#### What the task requires:
Reproduce all of the data exactly, with no line skipped.

#### Dataset excerpts:

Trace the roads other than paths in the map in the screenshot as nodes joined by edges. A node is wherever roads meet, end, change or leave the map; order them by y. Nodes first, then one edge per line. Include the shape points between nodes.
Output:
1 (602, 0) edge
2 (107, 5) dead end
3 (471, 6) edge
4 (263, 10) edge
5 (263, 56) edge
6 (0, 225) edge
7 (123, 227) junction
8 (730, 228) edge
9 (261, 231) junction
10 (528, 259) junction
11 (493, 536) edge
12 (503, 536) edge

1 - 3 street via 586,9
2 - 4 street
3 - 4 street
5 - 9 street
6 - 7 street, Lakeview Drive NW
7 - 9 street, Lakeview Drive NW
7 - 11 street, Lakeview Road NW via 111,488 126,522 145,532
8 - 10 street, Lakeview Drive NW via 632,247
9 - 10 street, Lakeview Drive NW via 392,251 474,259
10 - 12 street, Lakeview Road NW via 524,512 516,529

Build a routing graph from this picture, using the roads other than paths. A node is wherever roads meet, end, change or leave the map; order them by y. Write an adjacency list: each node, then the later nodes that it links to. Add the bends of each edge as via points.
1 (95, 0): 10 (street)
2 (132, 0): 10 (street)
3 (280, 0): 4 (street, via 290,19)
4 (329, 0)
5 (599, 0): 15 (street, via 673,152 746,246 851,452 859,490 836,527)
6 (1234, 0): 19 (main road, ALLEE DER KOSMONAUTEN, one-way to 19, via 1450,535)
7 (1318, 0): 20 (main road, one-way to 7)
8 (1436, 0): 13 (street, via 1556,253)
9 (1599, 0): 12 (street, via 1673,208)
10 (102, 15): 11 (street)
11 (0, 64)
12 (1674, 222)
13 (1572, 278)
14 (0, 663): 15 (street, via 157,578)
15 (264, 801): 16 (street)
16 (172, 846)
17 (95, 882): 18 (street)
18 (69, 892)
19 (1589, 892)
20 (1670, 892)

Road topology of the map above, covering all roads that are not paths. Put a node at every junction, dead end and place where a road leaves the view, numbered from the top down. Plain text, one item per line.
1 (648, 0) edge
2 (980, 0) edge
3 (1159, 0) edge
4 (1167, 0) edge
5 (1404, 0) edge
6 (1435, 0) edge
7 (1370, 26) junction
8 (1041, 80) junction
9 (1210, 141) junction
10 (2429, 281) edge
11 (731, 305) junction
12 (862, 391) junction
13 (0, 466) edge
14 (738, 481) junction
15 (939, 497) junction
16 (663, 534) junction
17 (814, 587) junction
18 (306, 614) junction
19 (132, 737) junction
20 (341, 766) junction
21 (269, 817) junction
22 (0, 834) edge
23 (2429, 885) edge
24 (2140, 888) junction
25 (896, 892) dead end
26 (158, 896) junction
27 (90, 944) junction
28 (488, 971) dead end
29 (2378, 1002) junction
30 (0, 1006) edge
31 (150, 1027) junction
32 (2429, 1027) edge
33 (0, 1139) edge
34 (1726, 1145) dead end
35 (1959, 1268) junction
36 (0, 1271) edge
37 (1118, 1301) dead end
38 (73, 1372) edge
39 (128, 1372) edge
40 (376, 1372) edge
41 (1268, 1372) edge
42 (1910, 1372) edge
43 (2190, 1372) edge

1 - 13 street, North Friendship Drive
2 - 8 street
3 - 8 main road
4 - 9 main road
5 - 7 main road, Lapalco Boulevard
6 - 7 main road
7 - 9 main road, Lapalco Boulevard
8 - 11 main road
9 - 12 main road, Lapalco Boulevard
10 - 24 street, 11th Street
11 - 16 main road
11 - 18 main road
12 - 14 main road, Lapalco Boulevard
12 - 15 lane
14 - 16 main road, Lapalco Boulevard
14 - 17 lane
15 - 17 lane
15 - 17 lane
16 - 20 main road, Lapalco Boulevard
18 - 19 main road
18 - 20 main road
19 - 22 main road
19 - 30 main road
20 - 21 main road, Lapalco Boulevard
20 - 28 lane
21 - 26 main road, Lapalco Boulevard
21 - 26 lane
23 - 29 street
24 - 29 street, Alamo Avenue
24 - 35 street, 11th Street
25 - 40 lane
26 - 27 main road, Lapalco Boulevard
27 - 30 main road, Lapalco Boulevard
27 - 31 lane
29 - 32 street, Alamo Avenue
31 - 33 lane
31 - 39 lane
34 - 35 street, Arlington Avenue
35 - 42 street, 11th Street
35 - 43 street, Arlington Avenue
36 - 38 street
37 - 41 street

#### Exercise response:
Trace the roads other than paths in the map in the screenshot as nodes joined by edges. A node is wherever roads meet, end, change or leave the map; order them by y. Nodes first, then one edge per line. Include the shape points between nodes.
Output:
1 (602, 0) edge
2 (107, 5) dead end
3 (471, 6) edge
4 (263, 10) edge
5 (263, 56) edge
6 (0, 225) edge
7 (123, 227) junction
8 (730, 228) edge
9 (261, 231) junction
10 (528, 259) junction
11 (493, 536) edge
12 (503, 536) edge

1 - 3 street via 586,9
2 - 4 street
3 - 4 street
5 - 9 street
6 - 7 street, Lakeview Drive NW
7 - 9 street, Lakeview Drive NW
7 - 11 street, Lakeview Road NW via 111,488 126,522 145,532
8 - 10 street, Lakeview Drive NW via 632,247
9 - 10 street, Lakeview Drive NW via 392,251 474,259
10 - 12 street, Lakeview Road NW via 524,512 516,529

Build a routing graph from this picture, using the roads other than paths. A node is wherever roads meet, end, change or leave the map; order them by y. Write an adjacency list: each node, then the later nodes that it links to. Add the bends of each edge as via points.
1 (95, 0): 10 (street)
2 (132, 0): 10 (street)
3 (280, 0): 4 (street, via 290,19)
4 (329, 0)
5 (599, 0): 15 (street, via 673,152 746,246 851,452 859,490 836,527)
6 (1234, 0): 19 (main road, ALLEE DER KOSMONAUTEN, one-way to 19, via 1450,535)
7 (1318, 0): 20 (main road, one-way to 7)
8 (1436, 0): 13 (street, via 1556,253)
9 (1599, 0): 12 (street, via 1673,208)
10 (102, 15): 11 (street)
11 (0, 64)
12 (1674, 222)
13 (1572, 278)
14 (0, 663): 15 (street, via 157,578)
15 (264, 801): 16 (street)
16 (172, 846)
17 (95, 882): 18 (street)
18 (69, 892)
19 (1589, 892)
20 (1670, 892)

Road topology of the map above, covering all roads that are not paths. Put a node at every junction, dead end and place where a road leaves the view, numbered from the top down. Plain text, one item per line.
1 (648, 0) edge
2 (980, 0) edge
3 (1159, 0) edge
4 (1167, 0) edge
5 (1404, 0) edge
6 (1435, 0) edge
7 (1370, 26) junction
8 (1041, 80) junction
9 (1210, 141) junction
10 (2429, 281) edge
11 (731, 305) junction
12 (862, 391) junction
13 (0, 466) edge
14 (738, 481) junction
15 (939, 497) junction
16 (663, 534) junction
17 (814, 587) junction
18 (306, 614) junction
19 (132, 737) junction
20 (341, 766) junction
21 (269, 817) junction
22 (0, 834) edge
23 (2429, 885) edge
24 (2140, 888) junction
25 (896, 892) dead end
26 (158, 896) junction
27 (90, 944) junction
28 (488, 971) dead end
29 (2378, 1002) junction
30 (0, 1006) edge
31 (150, 1027) junction
32 (2429, 1027) edge
33 (0, 1139) edge
34 (1726, 1145) dead end
35 (1959, 1268) junction
36 (0, 1271) edge
37 (1118, 1301) dead end
38 (73, 1372) edge
39 (128, 1372) edge
40 (376, 1372) edge
41 (1268, 1372) edge
42 (1910, 1372) edge
43 (2190, 1372) edge

1 - 13 street, North Friendship Drive
2 - 8 street
3 - 8 main road
4 - 9 main road
5 - 7 main road, Lapalco Boulevard
6 - 7 main road
7 - 9 main road, Lapalco Boulevard
8 - 11 main road
9 - 12 main road, Lapalco Boulevard
10 - 24 street, 11th Street
11 - 16 main road
11 - 18 main road
12 - 14 main road, Lapalco Boulevard
12 - 15 lane
14 - 16 main road, Lapalco Boulevard
14 - 17 lane
15 - 17 lane
15 - 17 lane
16 - 20 main road, Lapalco Boulevard
18 - 19 main road
18 - 20 main road
19 - 22 main road
19 - 30 main road
20 - 21 main road, Lapalco Boulevard
20 - 28 lane
21 - 26 main road, Lapalco Boulevard
21 - 26 lane
23 - 29 street
24 - 29 street, Alamo Avenue
24 - 35 street, 11th Street
25 - 40 lane
26 - 27 main road, Lapalco Boulevard
27 - 30 main road, Lapalco Boulevard
27 - 31 lane
29 - 32 street, Alamo Avenue
31 - 33 lane
31 - 39 lane
34 - 35 street, Arlington Avenue
35 - 42 street, 11th Street
35 - 43 street, Arlington Avenue
36 - 38 street
37 - 41 street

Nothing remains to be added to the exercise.